### [TASK DESCRIPTION]
Below are the entries; tally the lines holding the string "other" and give only that figure.

### [AVAILABLE DATA]
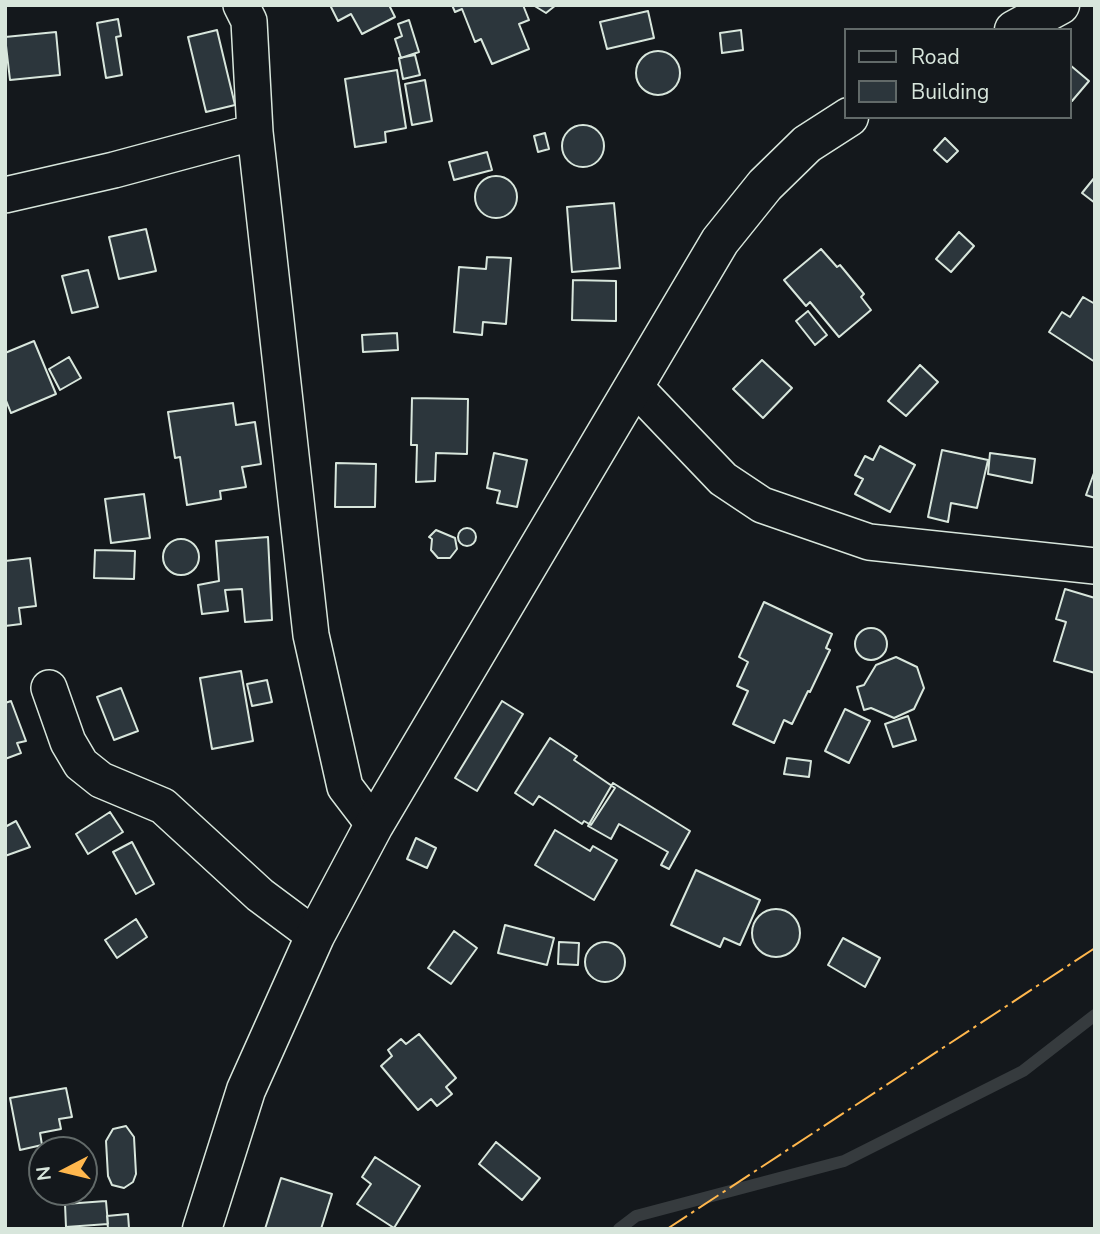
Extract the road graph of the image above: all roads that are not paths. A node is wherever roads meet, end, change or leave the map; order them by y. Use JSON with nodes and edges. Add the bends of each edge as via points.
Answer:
{"nodes":[{"id":1,"x":241,"y":5,"type":"edge"},
{"id":2,"x":1060,"y":5,"type":"edge"},
{"id":3,"x":1018,"y":28,"type":"edge"},
{"id":4,"x":846,"y":119,"type":"edge"},
{"id":5,"x":255,"y":132,"type":"junction"},
{"id":6,"x":5,"y":195,"type":"edge"},
{"id":7,"x":635,"y":387,"type":"junction"},
{"id":8,"x":1095,"y":566,"type":"edge"},
{"id":9,"x":49,"y":688,"type":"dead end"},
{"id":10,"x":374,"y":825,"type":"junction"},
{"id":11,"x":316,"y":936,"type":"junction"},
{"id":12,"x":202,"y":1229,"type":"edge"}],
"edges":[{"from":1,"to":5,"type":"street","via":[[249,21]]},
{"from":2,"to":3,"type":"street"},
{"from":4,"to":7,"type":"street","via":[[807,144],[765,185],[720,242]]},
{"from":5,"to":6,"type":"street"},
{"from":5,"to":10,"type":"street","via":[[311,635],[345,787]]},
{"from":7,"to":8,"type":"street","via":[[723,479],[762,505],[869,542]]},
{"from":7,"to":10,"type":"street"},
{"from":9,"to":11,"type":"street","via":[[81,764],[101,780],[163,806],[260,895]]},
{"from":10,"to":11,"type":"street"},
{"from":11,"to":12,"type":"street","via":[[246,1090]]}]}
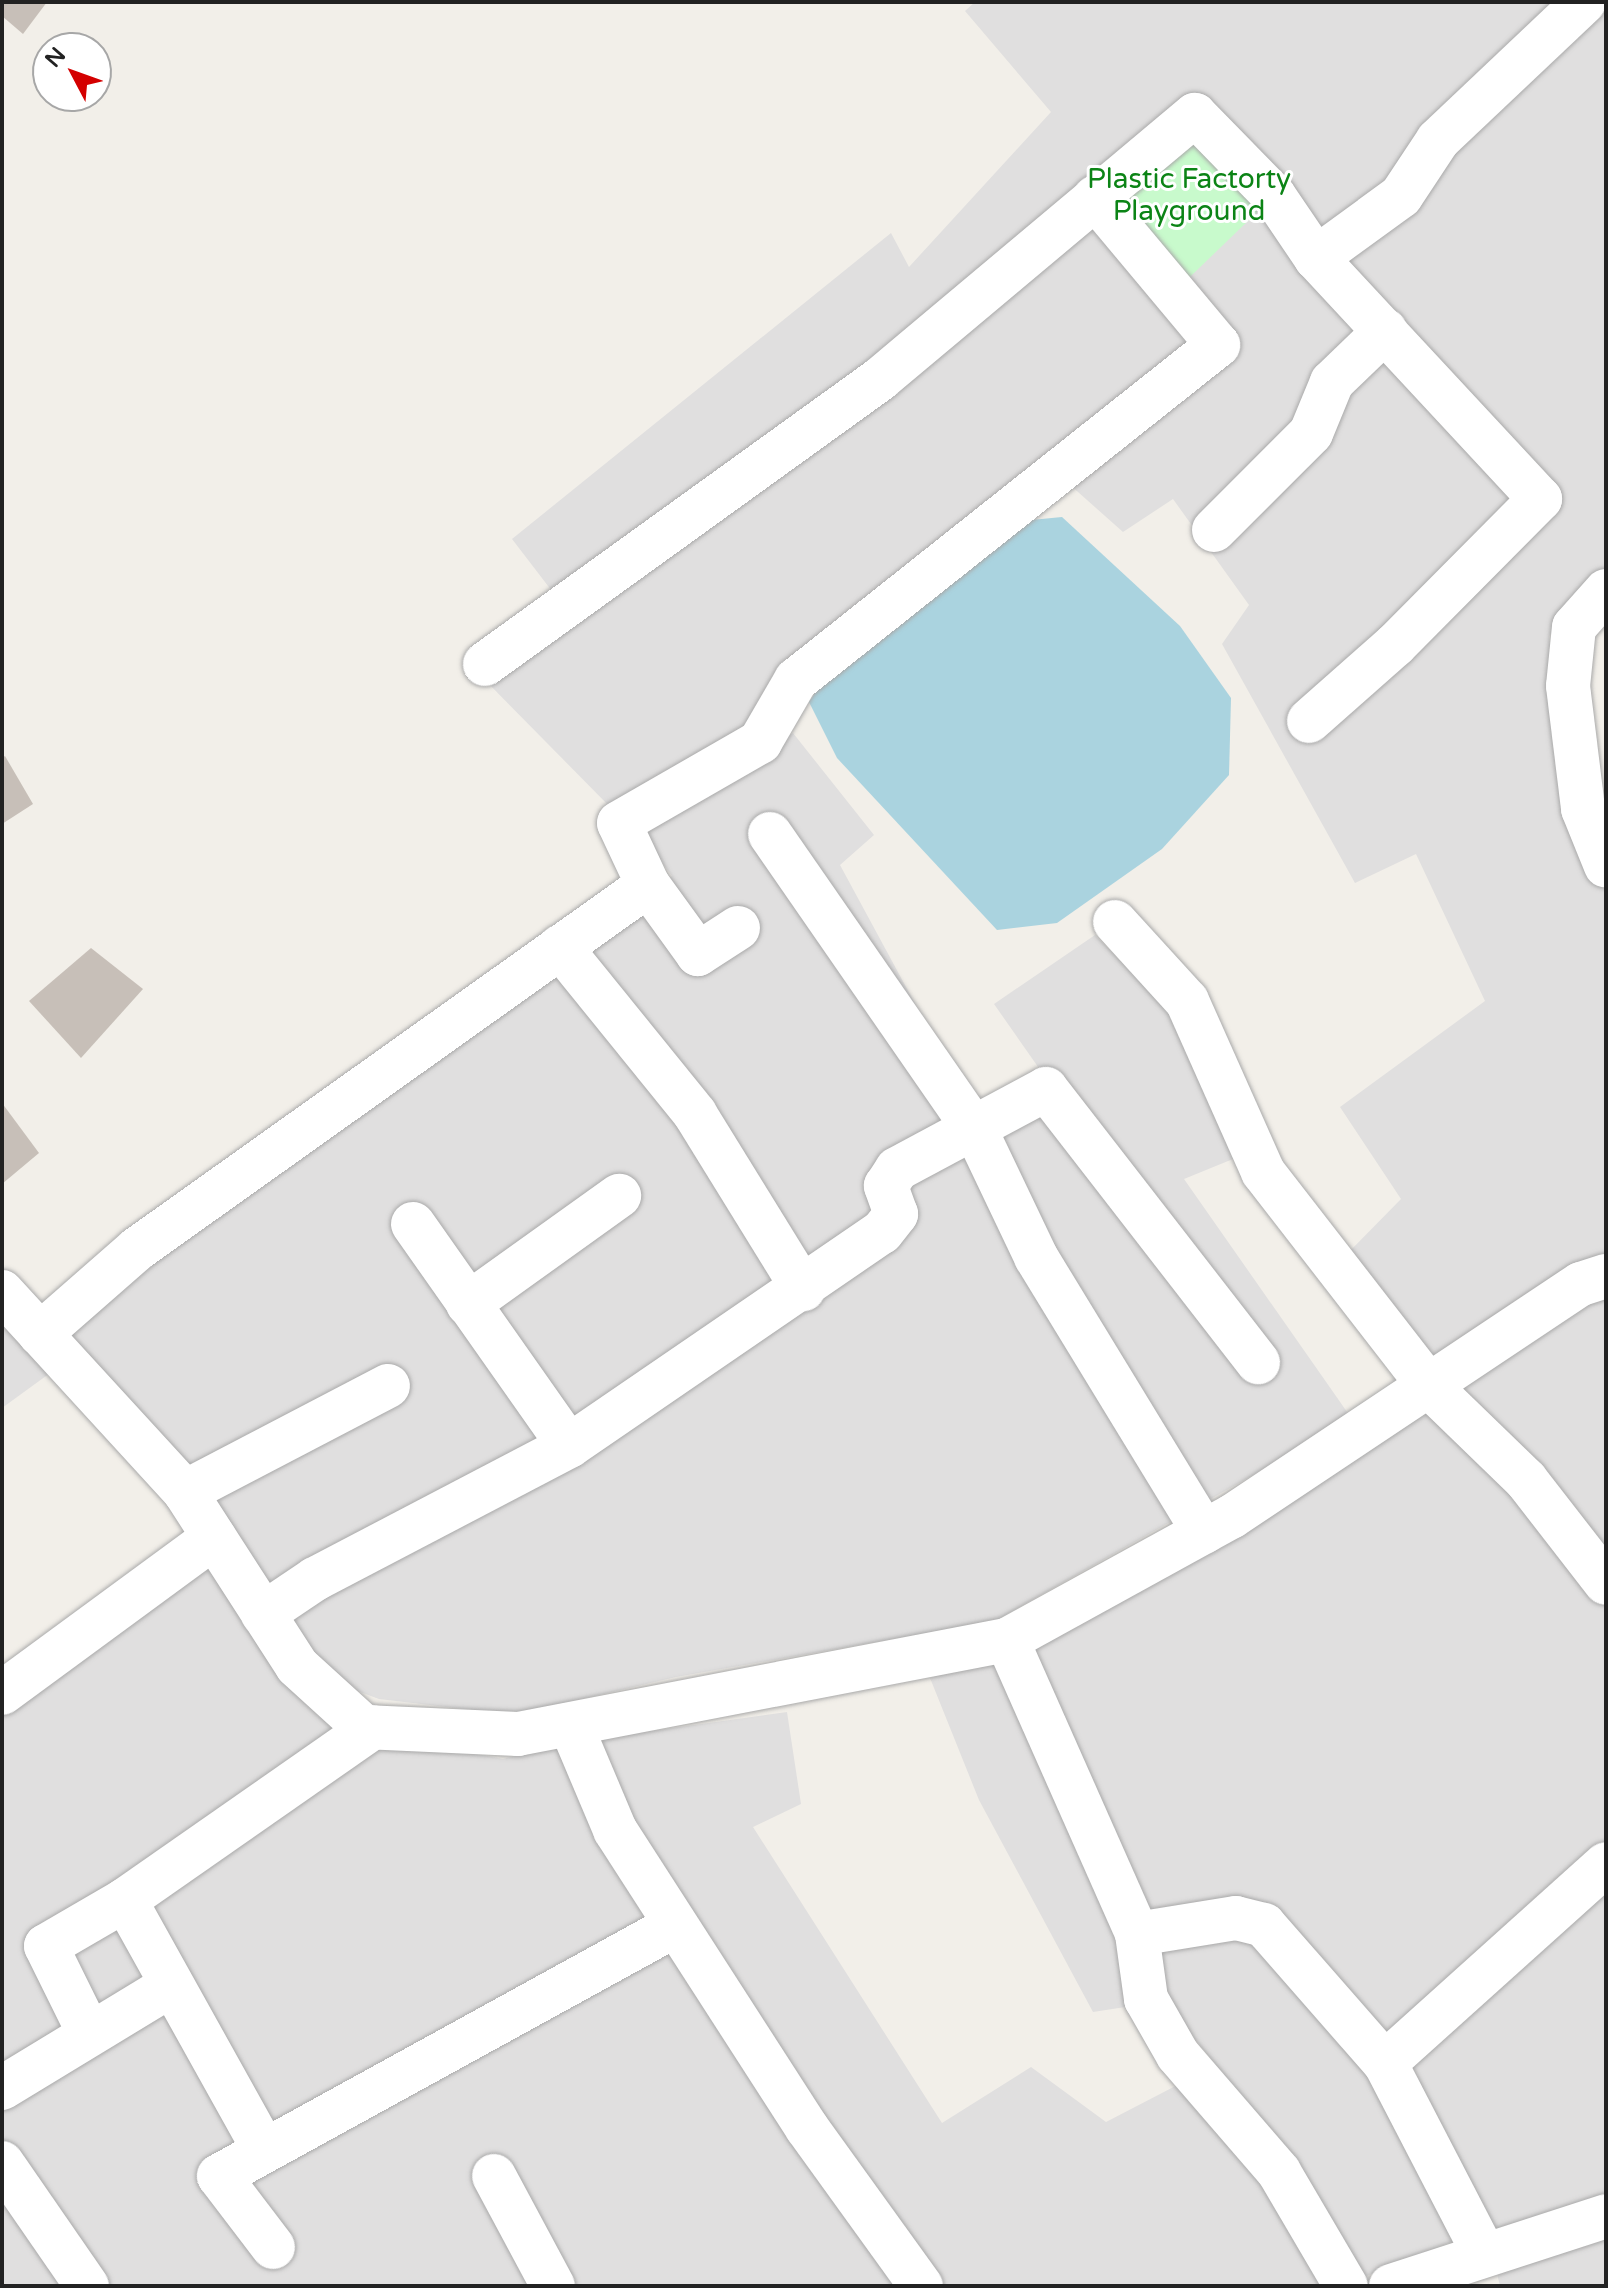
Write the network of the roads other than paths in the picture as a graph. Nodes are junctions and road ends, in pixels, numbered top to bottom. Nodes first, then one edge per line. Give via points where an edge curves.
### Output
1 (1584, 2) edge
2 (1095, 198) junction
3 (1316, 258) junction
4 (1385, 331) junction
5 (1214, 530) dead end
6 (1606, 591) edge
7 (485, 664) dead end
8 (1309, 721) dead end
9 (770, 834) dead end
10 (1606, 866) edge
11 (648, 885) junction
12 (1115, 922) dead end
13 (738, 928) dead end
14 (560, 947) junction
15 (976, 1131) junction
16 (619, 1196) dead end
17 (413, 1224) dead end
18 (1606, 1276) edge
19 (803, 1289) junction
20 (2, 1292) edge
21 (468, 1304) junction
22 (40, 1334) junction
23 (1258, 1362) dead end
24 (388, 1386) dead end
25 (1429, 1386) junction
26 (569, 1446) junction
27 (185, 1492) junction
28 (1204, 1532) junction
29 (214, 1537) junction
30 (1606, 1583) edge
31 (263, 1614) junction
32 (1007, 1640) junction
33 (2, 1693) edge
34 (373, 1727) junction
35 (572, 1728) junction
36 (1606, 1864) edge
37 (125, 1900) junction
38 (676, 1925) junction
39 (1137, 1934) junction
40 (168, 1987) junction
41 (89, 2033) junction
42 (1385, 2063) junction
43 (2, 2088) edge
44 (264, 2150) junction
45 (2, 2163) edge
46 (494, 2176) dead end
47 (1606, 2216) edge
48 (273, 2247) dead end
49 (1484, 2254) junction
50 (87, 2286) edge
51 (553, 2286) edge
52 (921, 2286) edge
53 (1346, 2286) edge
54 (1391, 2286) edge

1 - 3 street via 1438,140 1401,196
2 - 3 street via 1195,115 1274,196
2 - 7 street via 880,379
2 - 11 street via 1218,345 796,680 760,742 619,823
3 - 4 street
4 - 5 street via 1332,382 1311,433
4 - 8 street via 1540,499 1395,645
6 - 10 street via 1574,627 1568,686 1583,809
9 - 15 street
11 - 13 street via 698,954
11 - 14 street
12 - 25 street via 1187,1001 1263,1172
14 - 19 street via 695,1114
14 - 22 street via 137,1249
15 - 19 street via 897,1169 886,1186 896,1214 882,1232
15 - 23 street via 1046,1089
15 - 28 street via 1036,1257
16 - 21 street
17 - 21 street
18 - 25 street via 1581,1284
19 - 26 street
20 - 22 street
21 - 26 street
22 - 27 street
24 - 27 street
25 - 28 street
25 - 30 street via 1526,1480
26 - 31 street via 315,1579
27 - 29 street
28 - 32 street
29 - 31 street
29 - 33 street
31 - 34 street via 297,1666 364,1727
32 - 35 street
32 - 39 street
34 - 35 street via 518,1734
34 - 37 street
35 - 38 street via 598,1799
36 - 42 street
37 - 40 street
37 - 41 street via 46,1946
38 - 44 street
38 - 52 street via 807,2128
39 - 42 street via 1236,1918 1264,1925
39 - 53 street via 1146,1999 1178,2055 1279,2172
40 - 41 street
40 - 44 street
41 - 43 street
42 - 49 street
44 - 48 street via 219,2176
45 - 50 street
46 - 51 street
47 - 49 street
49 - 54 street

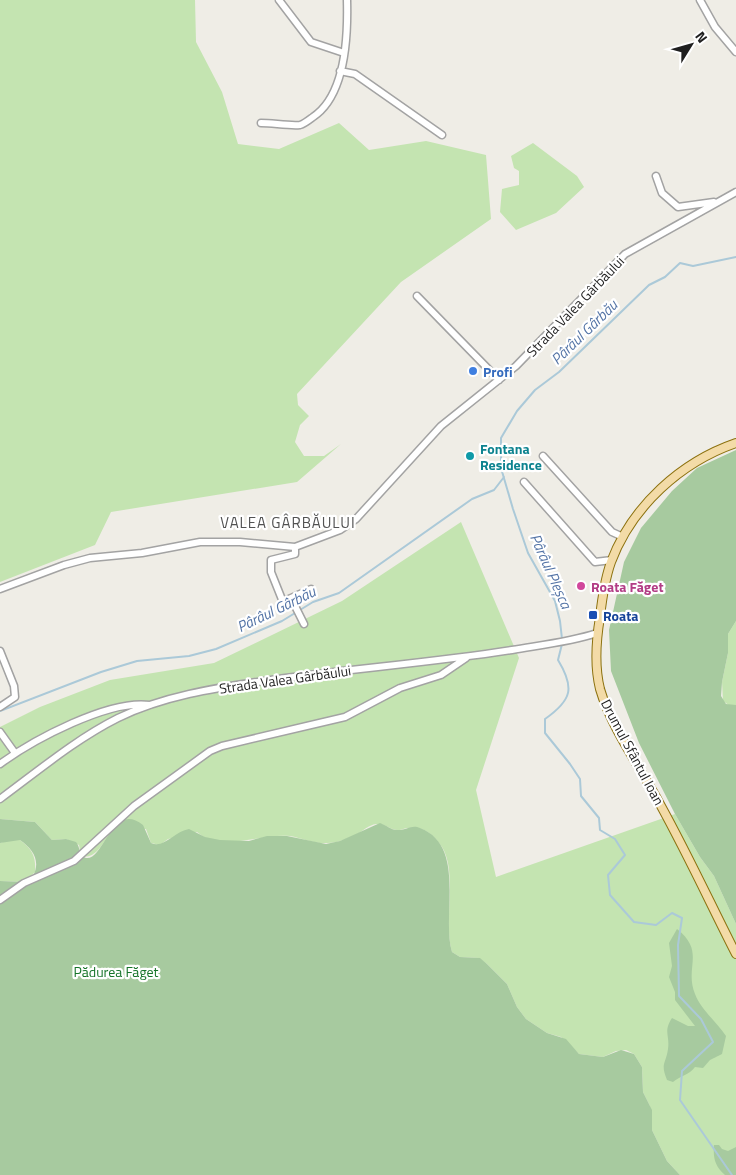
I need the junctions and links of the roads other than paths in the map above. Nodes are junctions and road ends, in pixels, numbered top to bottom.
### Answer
1 (279, 0) edge
2 (348, 0) edge
3 (700, 0) edge
4 (736, 52) edge
5 (344, 53) junction
6 (340, 71) junction
7 (261, 123) dead end
8 (442, 135) dead end
9 (656, 176) dead end
10 (736, 192) edge
11 (720, 201) junction
12 (417, 296) dead end
13 (499, 380) junction
14 (736, 443) edge
15 (543, 456) dead end
16 (524, 482) dead end
17 (623, 537) junction
18 (295, 547) junction
19 (612, 560) junction
20 (0, 589) edge
21 (311, 589) dead end
22 (291, 598) junction
23 (304, 624) dead end
24 (597, 633) junction
25 (0, 651) edge
26 (466, 658) junction
27 (150, 705) junction
28 (0, 707) edge
29 (0, 732) edge
30 (15, 753) junction
31 (0, 764) edge
32 (0, 799) edge
33 (0, 900) edge
34 (736, 954) edge

1 - 5 street
2 - 5 street
3 - 4 street
5 - 6 street
6 - 7 street
6 - 8 street
9 - 11 street, Strada Valea Gârbăului
10 - 11 street, Strada Valea Gârbăului
11 - 13 street, Strada Valea Gârbăului
12 - 13 street
13 - 18 street, Strada Valea Gârbăului
14 - 17 main road, Drumul Sfântul Ioan
15 - 17 street
16 - 19 street
17 - 19 main road, Drumul Sfântul Ioan
18 - 20 street
18 - 22 street
19 - 24 main road, Drumul Sfântul Ioan
21 - 22 street
22 - 23 street
24 - 26 street, Strada Valea Gârbăului
24 - 34 main road, Drumul Sfântul Ioan
25 - 28 street
26 - 27 street, Strada Valea Gârbăului
26 - 33 street
27 - 30 street
27 - 32 street, Strada Valea Gârbăului
29 - 30 street
30 - 31 street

### [RESULT OF THIS EXERCISE]
2